Records for this exercise.
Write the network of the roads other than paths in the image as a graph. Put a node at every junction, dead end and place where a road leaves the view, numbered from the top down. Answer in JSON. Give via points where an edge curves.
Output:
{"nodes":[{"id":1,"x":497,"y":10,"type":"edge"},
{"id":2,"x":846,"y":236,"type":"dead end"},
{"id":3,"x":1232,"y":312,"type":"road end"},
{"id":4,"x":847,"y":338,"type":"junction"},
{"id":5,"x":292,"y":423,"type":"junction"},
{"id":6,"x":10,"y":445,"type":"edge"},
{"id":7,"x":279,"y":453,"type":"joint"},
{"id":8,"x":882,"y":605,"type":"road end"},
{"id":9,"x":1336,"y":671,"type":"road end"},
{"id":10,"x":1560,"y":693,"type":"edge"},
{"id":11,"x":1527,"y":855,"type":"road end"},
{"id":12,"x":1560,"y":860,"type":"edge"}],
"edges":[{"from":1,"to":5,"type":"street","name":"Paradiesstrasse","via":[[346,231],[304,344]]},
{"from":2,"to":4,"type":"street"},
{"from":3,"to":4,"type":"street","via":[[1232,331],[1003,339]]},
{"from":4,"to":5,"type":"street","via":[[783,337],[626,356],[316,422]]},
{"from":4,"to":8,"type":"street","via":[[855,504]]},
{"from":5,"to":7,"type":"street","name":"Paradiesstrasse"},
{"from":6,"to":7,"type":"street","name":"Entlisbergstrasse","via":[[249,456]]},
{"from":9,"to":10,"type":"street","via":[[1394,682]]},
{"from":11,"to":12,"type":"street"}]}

Aim of the task.
Could you copy the listing above word for word?

Response area.
Write the network of the roads other than paths in the image as a graph. Put a node at every junction, dead end and place where a road leaves the view, numbered from the top down. Answer in JSON. Give via points where an edge curves.
Output:
{"nodes":[{"id":1,"x":497,"y":10,"type":"edge"},
{"id":2,"x":846,"y":236,"type":"dead end"},
{"id":3,"x":1232,"y":312,"type":"road end"},
{"id":4,"x":847,"y":338,"type":"junction"},
{"id":5,"x":292,"y":423,"type":"junction"},
{"id":6,"x":10,"y":445,"type":"edge"},
{"id":7,"x":279,"y":453,"type":"joint"},
{"id":8,"x":882,"y":605,"type":"road end"},
{"id":9,"x":1336,"y":671,"type":"road end"},
{"id":10,"x":1560,"y":693,"type":"edge"},
{"id":11,"x":1527,"y":855,"type":"road end"},
{"id":12,"x":1560,"y":860,"type":"edge"}],
"edges":[{"from":1,"to":5,"type":"street","name":"Paradiesstrasse","via":[[346,231],[304,344]]},
{"from":2,"to":4,"type":"street"},
{"from":3,"to":4,"type":"street","via":[[1232,331],[1003,339]]},
{"from":4,"to":5,"type":"street","via":[[783,337],[626,356],[316,422]]},
{"from":4,"to":8,"type":"street","via":[[855,504]]},
{"from":5,"to":7,"type":"street","name":"Paradiesstrasse"},
{"from":6,"to":7,"type":"street","name":"Entlisbergstrasse","via":[[249,456]]},
{"from":9,"to":10,"type":"street","via":[[1394,682]]},
{"from":11,"to":12,"type":"street"}]}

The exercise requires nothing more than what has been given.